§ Data shown:
——

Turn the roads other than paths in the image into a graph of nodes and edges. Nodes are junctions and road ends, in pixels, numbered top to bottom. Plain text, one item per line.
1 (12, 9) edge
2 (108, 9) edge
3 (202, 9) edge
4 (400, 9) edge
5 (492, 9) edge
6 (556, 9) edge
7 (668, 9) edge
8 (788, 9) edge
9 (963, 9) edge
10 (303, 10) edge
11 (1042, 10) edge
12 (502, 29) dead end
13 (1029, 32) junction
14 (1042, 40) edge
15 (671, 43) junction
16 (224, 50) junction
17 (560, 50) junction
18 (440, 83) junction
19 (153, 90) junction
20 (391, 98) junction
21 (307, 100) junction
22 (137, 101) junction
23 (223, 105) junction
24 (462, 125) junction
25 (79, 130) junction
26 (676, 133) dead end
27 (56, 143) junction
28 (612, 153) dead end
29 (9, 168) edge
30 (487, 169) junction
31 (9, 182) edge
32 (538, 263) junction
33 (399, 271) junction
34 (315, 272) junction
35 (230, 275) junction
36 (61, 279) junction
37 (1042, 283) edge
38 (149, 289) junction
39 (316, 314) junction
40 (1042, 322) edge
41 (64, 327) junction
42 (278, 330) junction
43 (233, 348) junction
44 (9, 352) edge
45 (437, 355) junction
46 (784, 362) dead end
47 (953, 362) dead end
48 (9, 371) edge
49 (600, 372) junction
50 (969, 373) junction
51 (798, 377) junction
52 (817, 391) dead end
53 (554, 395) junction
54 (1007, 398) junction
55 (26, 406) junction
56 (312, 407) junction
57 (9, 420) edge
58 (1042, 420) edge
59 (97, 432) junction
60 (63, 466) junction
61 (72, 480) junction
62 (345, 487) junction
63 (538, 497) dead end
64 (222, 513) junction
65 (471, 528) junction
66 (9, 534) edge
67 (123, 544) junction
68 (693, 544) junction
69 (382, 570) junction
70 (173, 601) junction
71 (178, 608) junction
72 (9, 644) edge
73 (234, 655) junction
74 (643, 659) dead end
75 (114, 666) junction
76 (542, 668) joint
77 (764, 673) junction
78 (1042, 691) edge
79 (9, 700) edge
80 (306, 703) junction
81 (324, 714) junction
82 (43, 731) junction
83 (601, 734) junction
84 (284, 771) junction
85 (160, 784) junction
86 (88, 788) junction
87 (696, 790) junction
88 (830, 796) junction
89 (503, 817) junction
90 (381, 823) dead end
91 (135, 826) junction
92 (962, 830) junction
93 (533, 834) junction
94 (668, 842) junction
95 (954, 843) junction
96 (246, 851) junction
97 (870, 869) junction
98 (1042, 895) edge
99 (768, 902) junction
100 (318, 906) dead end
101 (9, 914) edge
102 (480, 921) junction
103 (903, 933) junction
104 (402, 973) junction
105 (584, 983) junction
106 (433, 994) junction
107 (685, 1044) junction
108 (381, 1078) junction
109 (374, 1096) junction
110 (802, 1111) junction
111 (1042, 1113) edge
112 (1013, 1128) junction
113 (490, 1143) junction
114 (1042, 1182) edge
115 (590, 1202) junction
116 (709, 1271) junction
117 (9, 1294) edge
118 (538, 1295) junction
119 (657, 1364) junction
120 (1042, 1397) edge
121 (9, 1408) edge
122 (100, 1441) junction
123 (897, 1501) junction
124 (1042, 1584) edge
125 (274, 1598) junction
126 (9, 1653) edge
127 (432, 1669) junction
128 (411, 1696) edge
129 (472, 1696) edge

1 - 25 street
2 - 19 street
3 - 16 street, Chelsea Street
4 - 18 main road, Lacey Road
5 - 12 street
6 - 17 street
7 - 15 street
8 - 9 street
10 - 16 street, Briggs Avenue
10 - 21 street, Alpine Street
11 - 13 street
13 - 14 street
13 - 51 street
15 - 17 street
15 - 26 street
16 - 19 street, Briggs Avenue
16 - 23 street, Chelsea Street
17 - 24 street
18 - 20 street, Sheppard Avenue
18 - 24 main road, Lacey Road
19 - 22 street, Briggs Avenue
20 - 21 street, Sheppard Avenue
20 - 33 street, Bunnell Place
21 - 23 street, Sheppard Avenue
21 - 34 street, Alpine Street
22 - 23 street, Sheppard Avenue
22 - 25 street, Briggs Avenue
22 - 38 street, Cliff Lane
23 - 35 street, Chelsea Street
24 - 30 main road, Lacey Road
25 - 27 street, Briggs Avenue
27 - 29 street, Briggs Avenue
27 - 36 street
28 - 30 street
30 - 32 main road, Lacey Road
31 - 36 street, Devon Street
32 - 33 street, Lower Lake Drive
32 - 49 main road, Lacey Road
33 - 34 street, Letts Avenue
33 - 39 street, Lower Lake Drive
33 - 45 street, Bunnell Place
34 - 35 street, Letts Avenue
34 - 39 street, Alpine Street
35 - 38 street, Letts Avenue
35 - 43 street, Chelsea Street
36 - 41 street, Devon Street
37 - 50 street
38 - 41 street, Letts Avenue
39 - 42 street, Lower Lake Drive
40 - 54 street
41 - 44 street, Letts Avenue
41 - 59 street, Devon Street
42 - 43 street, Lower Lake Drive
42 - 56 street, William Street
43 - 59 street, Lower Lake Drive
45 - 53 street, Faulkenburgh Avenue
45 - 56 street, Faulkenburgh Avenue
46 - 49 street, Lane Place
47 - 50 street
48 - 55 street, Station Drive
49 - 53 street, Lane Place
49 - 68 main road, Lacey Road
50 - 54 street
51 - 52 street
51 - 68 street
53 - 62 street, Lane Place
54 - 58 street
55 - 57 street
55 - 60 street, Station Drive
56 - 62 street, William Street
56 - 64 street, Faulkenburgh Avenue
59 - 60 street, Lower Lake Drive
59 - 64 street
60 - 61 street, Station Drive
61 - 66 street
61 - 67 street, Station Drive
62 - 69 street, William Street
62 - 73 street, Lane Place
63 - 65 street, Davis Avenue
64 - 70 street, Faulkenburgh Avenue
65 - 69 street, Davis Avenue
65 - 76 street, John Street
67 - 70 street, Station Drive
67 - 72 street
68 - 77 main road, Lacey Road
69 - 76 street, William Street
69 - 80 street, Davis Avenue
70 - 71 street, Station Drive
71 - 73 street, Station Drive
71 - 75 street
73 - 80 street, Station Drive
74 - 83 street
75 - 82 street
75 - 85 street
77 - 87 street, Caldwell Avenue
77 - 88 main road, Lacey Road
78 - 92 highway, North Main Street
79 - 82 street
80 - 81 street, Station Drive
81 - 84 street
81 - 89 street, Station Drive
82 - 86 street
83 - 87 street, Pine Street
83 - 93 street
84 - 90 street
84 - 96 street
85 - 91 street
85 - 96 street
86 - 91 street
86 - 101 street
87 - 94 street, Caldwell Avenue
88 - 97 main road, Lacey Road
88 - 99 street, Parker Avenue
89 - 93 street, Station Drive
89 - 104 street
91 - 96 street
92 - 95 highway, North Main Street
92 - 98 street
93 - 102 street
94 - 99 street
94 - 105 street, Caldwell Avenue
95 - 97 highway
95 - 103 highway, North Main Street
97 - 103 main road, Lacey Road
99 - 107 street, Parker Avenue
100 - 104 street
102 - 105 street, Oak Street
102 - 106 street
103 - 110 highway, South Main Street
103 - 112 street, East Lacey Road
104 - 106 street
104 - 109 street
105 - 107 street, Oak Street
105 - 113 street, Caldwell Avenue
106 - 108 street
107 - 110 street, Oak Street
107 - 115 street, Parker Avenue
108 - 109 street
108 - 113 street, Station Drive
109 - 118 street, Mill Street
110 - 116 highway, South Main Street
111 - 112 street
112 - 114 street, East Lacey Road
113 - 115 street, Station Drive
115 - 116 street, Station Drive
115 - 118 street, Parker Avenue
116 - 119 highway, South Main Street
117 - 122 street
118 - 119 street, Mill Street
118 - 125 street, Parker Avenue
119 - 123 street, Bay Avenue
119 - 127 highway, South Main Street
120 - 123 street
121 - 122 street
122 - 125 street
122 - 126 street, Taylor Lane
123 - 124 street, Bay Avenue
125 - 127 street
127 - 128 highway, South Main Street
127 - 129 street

——

§ What to produce:
Collect the lines of the records that include the string "Caldwell".

§ The answer:
77 - 87 street, Caldwell Avenue
87 - 94 street, Caldwell Avenue
94 - 105 street, Caldwell Avenue
105 - 113 street, Caldwell Avenue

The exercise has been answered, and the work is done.